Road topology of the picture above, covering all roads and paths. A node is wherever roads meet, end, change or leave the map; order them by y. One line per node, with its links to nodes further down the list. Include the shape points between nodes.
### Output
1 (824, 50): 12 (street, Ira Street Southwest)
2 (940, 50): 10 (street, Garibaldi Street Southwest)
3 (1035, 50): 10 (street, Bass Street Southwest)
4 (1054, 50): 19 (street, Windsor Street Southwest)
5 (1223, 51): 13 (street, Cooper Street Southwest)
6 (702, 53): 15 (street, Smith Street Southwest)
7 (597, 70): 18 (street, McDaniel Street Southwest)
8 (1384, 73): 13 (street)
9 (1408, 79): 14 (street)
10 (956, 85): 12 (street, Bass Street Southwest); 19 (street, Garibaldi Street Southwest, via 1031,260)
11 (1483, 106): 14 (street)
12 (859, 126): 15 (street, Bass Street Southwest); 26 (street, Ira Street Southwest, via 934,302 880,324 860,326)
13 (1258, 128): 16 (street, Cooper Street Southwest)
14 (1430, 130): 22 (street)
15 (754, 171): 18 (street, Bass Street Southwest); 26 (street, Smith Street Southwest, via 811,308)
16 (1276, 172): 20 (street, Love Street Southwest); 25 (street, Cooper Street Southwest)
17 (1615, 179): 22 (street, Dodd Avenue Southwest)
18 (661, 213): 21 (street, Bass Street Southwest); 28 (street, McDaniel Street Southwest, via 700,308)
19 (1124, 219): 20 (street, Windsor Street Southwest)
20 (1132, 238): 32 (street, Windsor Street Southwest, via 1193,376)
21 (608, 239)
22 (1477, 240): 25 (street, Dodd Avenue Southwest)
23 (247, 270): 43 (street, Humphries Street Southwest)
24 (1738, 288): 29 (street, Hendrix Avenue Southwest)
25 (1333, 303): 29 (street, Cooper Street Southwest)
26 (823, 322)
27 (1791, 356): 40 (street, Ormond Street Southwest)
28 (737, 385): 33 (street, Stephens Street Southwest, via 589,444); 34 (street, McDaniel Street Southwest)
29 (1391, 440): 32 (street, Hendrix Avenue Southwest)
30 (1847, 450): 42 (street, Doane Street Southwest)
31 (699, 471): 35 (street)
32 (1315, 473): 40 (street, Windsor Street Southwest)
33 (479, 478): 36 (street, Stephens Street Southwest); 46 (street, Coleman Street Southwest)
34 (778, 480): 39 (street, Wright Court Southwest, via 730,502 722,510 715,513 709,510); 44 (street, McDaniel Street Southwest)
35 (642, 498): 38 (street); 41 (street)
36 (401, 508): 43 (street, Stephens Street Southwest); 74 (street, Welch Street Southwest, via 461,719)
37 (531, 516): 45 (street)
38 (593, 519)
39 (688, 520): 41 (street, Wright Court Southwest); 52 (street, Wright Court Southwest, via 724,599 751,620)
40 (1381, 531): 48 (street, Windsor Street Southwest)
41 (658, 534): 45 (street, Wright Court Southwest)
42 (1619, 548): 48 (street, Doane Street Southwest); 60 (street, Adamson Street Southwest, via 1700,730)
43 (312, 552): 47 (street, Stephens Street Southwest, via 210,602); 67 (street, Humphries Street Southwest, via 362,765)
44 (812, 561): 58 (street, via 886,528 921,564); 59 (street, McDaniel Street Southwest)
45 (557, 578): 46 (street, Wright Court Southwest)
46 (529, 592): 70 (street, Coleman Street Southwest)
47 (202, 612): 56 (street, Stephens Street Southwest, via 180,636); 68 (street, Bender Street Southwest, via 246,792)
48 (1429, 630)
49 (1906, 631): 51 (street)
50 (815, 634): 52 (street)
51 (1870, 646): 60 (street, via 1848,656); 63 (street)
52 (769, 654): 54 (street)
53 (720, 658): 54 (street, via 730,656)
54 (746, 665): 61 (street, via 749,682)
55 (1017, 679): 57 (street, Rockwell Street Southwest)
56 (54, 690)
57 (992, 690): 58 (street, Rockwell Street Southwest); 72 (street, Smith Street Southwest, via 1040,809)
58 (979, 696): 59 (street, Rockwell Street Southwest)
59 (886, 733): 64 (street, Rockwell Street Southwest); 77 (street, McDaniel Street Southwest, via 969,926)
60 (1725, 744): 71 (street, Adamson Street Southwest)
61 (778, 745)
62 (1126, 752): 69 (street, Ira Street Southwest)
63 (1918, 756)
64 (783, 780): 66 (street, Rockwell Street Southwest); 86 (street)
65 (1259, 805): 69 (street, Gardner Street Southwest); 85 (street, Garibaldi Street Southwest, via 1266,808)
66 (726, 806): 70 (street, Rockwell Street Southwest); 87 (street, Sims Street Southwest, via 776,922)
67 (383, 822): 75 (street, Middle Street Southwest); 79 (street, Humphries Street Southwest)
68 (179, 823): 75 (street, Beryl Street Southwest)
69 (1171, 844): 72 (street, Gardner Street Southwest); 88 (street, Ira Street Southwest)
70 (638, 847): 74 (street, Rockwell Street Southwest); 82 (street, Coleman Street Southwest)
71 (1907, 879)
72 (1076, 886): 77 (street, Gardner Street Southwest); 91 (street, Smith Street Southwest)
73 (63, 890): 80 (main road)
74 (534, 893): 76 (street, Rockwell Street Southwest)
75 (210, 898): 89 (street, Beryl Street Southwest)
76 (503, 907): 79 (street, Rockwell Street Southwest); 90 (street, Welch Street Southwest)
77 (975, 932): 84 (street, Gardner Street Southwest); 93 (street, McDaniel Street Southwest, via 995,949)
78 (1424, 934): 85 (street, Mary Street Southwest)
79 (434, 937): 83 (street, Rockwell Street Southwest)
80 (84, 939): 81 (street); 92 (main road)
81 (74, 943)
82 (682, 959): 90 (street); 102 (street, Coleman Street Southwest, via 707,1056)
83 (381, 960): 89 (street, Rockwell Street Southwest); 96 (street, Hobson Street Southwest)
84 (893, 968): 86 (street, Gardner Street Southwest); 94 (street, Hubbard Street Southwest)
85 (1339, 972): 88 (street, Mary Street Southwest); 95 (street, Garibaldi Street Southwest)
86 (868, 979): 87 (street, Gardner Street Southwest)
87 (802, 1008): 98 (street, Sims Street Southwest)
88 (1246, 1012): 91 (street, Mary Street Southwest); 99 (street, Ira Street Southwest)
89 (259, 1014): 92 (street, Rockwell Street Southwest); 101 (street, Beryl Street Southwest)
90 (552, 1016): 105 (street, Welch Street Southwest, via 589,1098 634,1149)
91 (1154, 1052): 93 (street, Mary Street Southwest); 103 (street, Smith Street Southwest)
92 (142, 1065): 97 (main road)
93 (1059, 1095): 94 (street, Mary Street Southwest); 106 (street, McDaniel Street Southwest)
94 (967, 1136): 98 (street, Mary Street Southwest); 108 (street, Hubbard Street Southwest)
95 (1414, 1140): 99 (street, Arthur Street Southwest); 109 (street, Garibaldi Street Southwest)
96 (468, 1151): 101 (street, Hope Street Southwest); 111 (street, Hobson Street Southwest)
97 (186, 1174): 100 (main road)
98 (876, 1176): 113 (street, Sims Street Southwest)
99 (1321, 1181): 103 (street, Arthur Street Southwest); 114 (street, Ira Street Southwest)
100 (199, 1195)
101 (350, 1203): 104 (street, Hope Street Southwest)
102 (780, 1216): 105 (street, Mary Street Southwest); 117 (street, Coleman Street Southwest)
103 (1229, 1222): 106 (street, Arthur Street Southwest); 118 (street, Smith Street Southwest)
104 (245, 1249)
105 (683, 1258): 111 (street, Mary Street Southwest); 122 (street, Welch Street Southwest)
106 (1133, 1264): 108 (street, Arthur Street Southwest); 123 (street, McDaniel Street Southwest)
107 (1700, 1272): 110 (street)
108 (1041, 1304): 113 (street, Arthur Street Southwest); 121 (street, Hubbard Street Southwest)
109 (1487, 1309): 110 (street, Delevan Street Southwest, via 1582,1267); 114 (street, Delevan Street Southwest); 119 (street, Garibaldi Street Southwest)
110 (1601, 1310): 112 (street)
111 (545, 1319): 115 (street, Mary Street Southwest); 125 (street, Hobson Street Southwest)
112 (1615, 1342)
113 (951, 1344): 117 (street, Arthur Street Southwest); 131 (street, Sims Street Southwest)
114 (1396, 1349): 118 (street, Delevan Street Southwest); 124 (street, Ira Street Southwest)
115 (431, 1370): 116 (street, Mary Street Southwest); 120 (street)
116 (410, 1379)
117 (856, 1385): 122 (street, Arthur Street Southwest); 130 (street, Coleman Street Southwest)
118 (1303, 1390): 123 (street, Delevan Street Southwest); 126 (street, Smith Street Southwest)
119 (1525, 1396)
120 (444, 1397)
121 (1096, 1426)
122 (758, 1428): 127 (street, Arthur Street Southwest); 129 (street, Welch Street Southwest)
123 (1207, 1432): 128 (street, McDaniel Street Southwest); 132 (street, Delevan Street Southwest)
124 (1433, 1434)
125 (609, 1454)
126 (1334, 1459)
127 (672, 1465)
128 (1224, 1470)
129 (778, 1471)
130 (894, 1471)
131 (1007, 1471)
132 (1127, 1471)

Exercise
From the records above, pull every line that has the string "Dodd" and copy it.

Result of the task
17 (1615, 179): 22 (street, Dodd Avenue Southwest)
22 (1477, 240): 25 (street, Dodd Avenue Southwest)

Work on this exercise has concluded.